On the other side, there are free distros like Ubuntu, CentOS and Debian GNU/Linux, and every kid can learn that and grow up by using it. Then, getting RHCE is walk in the park.

And the step to Solaris is quite small, too. There are several Linux companies that switch to Solaris because of limitations and bugs in Linux.

http://blogs.digitar.com/jjww/2008/04/democratizing-storage/

http://lethargy.org/~jesus/writes/choosing-solaris-10-over-linux



And also, the Linux kernel devs say Linux has bad code. Didnt you know? I dont see how bad quality code will catch up technically with Solaris. Maybe market share, yes. But not technically. It will not happen. BTRFS is a prototype. According to blog from august 2010, it is only two full time paid Oracle developers working on BTRFS. Oracle seems to not be serious with BTRFS? Where is the large dedicated BTRFS team with lots of resources? There are none? There is instead an ZFS team, that sells machines today? Ok. Then maybe Oracle should kill off BTRFS?








Linux Kernel dev David Miller:
http://kerneltrap.org/Linux/Active_Merge_Windows
"The [linux source code] tree breaks every day, and it's becomming an extremely non-fun environment to work in.

We need to slow down the merging, we need to review things more, we need people to test their f--king changes!"





Andrew Morton:
http://lwn.net/Articles/285088/

Q: Is it your opinion that the quality of the kernel is in decline? Most developers seem to be pretty sanguine about the overall quality problem...

A: I used to think it was in decline, and I think that I might think that it still is. I see so many regressions which we never fix.




And Dave Jones
http://www.kroah.com/log/linux/ols_2006_keynote.html
"Last year Dave Jones told everyone that the kernel was going to pieces, with loads of bugs being found and no end in sight."




Maybe you have missed the discussion where Alan Cox quits as a developer because Alan argues that the Linux regressions should be fixed correctly, which may break user applications? And Linus says that if user applications breaks, then you should not fix that Kernel issue correctly. Instead you should preserve the old behavior so user apps doesnt break. Alan complains on the Linux bugs, Linus says he shouldnt mind them.
http://lkml.org/lkml/2009/7/24/182

http://lkml.org/lkml/2009/7/28/375

"Quite frankly, I don't understand why I should even have to bring these issues up. You should have tried to fix the problem immediately, without arguing against fixing the kernel. Without blaming user space.

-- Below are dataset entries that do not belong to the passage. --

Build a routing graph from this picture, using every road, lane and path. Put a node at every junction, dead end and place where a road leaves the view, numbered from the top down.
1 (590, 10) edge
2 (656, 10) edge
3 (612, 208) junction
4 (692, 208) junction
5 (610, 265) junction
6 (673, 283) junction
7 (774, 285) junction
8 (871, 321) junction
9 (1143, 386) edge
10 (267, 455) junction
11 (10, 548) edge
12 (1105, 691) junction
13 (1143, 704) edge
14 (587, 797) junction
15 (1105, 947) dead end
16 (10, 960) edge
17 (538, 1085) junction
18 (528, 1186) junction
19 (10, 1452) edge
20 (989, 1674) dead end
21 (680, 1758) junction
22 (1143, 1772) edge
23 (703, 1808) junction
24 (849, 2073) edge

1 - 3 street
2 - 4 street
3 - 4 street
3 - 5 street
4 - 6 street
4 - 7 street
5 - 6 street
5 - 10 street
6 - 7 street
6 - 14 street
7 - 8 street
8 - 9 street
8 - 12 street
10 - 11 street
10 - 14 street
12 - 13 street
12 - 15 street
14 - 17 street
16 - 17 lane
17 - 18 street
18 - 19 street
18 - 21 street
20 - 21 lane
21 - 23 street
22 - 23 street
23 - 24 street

Without making idiotic excuses for bad kernel behavior.

The fact is, breaking regular user applications is simply not acceptable. Trying to blame kernel breakage on the app being "buggy" is not ok. And arguing for almost a week against fixing it - that's just crazy.
Linus"




And Linus T says something like "Linux is bloated", "The I/O foot print is scary". etc.




And of course, it is much easier to find non-linux users that talk about the bad code of Linux. For instance FreeBSD programmer Theo de Raadt

http://www.forbes.com/2005/06/16/linux-bsd-unix-cz_dl_0616theo.html
"[Linux is] terrible," De Raadt says. "Everyone is using it, and they don't realize how bad it is. And the Linux people will just stick with it and add to it rather than stepping back and saying, 'This is garbage and we should fix it.'"


Another CEO for a software company:
"You know what I found? Right in the [Linux] kernel, in the heart of the operating system, I found a developer's comment that said, 'Does this belong here?' "Lok says. "What kind of confidence does that inspire? Right then I knew it was time to switch."



So... "Solaris now doesn't lot of things better than GNU/Linux, and year from now, it will be behind"? You really believe it, yes? :o)

Reply Parent Score: 2

RE[5]: Not surprised...
by Tuishimi on Fri 13th Aug 2010 15:12 in reply to "RE[4]: Not surprised..."
Tuishimi Member since:
2005-07-06

That is BS. Nobody wants to be locked in, but sometimes companies will reluctantly chose lock in due to lack of better choice.


Maybe I worded my post poorly. Basically that is what I am saying. Companies CHOSE to be locked into specific hardware/software combinations because those products met their needs and did a good job of it... and STILL DO in many cases. VMS is still supported by HP because there is a sizable install base and people don't WANT to switch.